I can’t explain it, exactly. But the legacy my sister left was the same one Jesus has bequeathed us, his children: Love. And eternal life. So when my oldest daughter proudly tells me her full name — Elise Katrina — and she asks me, for perhaps the hundredth time, who Katrina was — I have the chance to tell her about the auntie who lives in Heaven with Jesus, who we’ll see again someday.

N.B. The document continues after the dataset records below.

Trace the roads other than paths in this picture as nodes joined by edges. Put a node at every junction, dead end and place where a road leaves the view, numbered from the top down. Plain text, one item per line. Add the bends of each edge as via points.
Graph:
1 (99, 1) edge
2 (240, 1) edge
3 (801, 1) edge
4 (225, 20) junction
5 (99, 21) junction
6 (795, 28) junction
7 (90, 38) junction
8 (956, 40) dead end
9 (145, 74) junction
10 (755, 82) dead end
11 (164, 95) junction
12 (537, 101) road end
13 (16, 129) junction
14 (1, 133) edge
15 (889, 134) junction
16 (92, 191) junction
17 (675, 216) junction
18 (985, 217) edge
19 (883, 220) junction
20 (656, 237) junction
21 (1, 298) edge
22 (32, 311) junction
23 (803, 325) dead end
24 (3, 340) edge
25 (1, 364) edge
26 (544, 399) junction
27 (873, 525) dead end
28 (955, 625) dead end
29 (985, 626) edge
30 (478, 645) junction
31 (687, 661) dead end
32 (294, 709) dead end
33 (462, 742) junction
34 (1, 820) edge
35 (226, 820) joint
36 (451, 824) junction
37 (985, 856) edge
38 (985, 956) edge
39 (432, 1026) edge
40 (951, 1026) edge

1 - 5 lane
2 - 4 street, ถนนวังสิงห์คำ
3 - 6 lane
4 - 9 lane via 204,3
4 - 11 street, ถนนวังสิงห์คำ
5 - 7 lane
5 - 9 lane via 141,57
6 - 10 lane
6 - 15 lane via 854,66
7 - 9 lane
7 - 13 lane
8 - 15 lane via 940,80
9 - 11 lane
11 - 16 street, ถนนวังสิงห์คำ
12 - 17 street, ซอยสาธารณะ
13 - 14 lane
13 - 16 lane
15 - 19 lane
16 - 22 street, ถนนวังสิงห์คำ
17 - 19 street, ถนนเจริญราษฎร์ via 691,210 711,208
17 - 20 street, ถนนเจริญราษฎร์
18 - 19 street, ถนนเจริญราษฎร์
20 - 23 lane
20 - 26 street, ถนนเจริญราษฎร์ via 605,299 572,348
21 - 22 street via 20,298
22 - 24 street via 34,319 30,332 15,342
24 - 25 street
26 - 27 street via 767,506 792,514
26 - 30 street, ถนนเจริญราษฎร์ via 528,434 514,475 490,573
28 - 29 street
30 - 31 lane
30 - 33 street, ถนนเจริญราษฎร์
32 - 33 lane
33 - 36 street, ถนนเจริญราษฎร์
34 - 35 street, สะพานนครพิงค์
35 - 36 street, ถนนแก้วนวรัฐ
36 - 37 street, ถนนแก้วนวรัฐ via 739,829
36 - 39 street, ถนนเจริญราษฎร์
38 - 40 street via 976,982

And in the evening, as I get the baby ready for bed, I sing a song that rises up from memories of days at First Baptist Church, wooden pews and worn carpet, voices singing as one while the piano plays. Noelle pauses her constant stream of babble as I start to sing “Blest Be the Tie that Binds”:
Blest be the tie that binds
our hearts in Christian love;
the fellowship of kindred minds
is like to that above.
Before our Father’s throne
we pour our ardent prayers;
our fears, our hopes, our aims are one,
our comforts and our cares.
We share each other’s woes,
our mutual burdens bear;
and often for each other flows
the sympathizing tear.
When I reach the final verse, my heart stutters, throat closing and eyes tearing up. But as my daughter smiles at me, I catch my breath and smile, too, the pain and the pleasure of life mingled as they so often are.
When we asunder part,
it gives us inward pain;
but we shall still be joined in heart,
and hope to meet again.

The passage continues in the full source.